> _Problem details_
Each record should be set down again so that it matches the original exactly.

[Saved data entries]
=======

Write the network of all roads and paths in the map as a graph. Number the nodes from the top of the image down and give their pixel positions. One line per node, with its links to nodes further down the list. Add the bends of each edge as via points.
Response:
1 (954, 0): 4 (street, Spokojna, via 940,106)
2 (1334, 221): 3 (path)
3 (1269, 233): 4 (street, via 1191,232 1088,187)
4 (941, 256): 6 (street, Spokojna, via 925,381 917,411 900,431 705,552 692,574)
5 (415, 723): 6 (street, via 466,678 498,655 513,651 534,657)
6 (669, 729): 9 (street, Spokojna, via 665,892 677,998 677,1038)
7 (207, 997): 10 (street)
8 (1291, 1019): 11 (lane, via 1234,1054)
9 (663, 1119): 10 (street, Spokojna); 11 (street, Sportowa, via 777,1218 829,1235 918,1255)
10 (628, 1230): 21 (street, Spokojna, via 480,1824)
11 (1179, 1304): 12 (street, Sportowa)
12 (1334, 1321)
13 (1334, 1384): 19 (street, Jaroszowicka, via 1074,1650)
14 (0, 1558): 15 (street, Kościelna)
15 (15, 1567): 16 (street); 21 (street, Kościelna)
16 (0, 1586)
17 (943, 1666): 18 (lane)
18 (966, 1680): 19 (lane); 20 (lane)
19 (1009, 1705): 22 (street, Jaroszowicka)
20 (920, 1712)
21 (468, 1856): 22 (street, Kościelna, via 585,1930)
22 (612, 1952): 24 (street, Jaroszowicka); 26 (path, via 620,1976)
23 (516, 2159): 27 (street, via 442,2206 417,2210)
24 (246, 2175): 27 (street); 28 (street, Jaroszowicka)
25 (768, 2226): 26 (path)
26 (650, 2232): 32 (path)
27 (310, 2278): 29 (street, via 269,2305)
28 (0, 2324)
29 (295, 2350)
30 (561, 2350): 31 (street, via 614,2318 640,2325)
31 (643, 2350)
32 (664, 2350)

=======

> _Output of the exercise_
Write the network of all roads and paths in the map as a graph. Number the nodes from the top of the image down and give their pixel positions. One line per node, with its links to nodes further down the list. Add the bends of each edge as via points.
Response:
1 (954, 0): 4 (street, Spokojna, via 940,106)
2 (1334, 221): 3 (path)
3 (1269, 233): 4 (street, via 1191,232 1088,187)
4 (941, 256): 6 (street, Spokojna, via 925,381 917,411 900,431 705,552 692,574)
5 (415, 723): 6 (street, via 466,678 498,655 513,651 534,657)
6 (669, 729): 9 (street, Spokojna, via 665,892 677,998 677,1038)
7 (207, 997): 10 (street)
8 (1291, 1019): 11 (lane, via 1234,1054)
9 (663, 1119): 10 (street, Spokojna); 11 (street, Sportowa, via 777,1218 829,1235 918,1255)
10 (628, 1230): 21 (street, Spokojna, via 480,1824)
11 (1179, 1304): 12 (street, Sportowa)
12 (1334, 1321)
13 (1334, 1384): 19 (street, Jaroszowicka, via 1074,1650)
14 (0, 1558): 15 (street, Kościelna)
15 (15, 1567): 16 (street); 21 (street, Kościelna)
16 (0, 1586)
17 (943, 1666): 18 (lane)
18 (966, 1680): 19 (lane); 20 (lane)
19 (1009, 1705): 22 (street, Jaroszowicka)
20 (920, 1712)
21 (468, 1856): 22 (street, Kościelna, via 585,1930)
22 (612, 1952): 24 (street, Jaroszowicka); 26 (path, via 620,1976)
23 (516, 2159): 27 (street, via 442,2206 417,2210)
24 (246, 2175): 27 (street); 28 (street, Jaroszowicka)
25 (768, 2226): 26 (path)
26 (650, 2232): 32 (path)
27 (310, 2278): 29 (street, via 269,2305)
28 (0, 2324)
29 (295, 2350)
30 (561, 2350): 31 (street, via 614,2318 640,2325)
31 (643, 2350)
32 (664, 2350)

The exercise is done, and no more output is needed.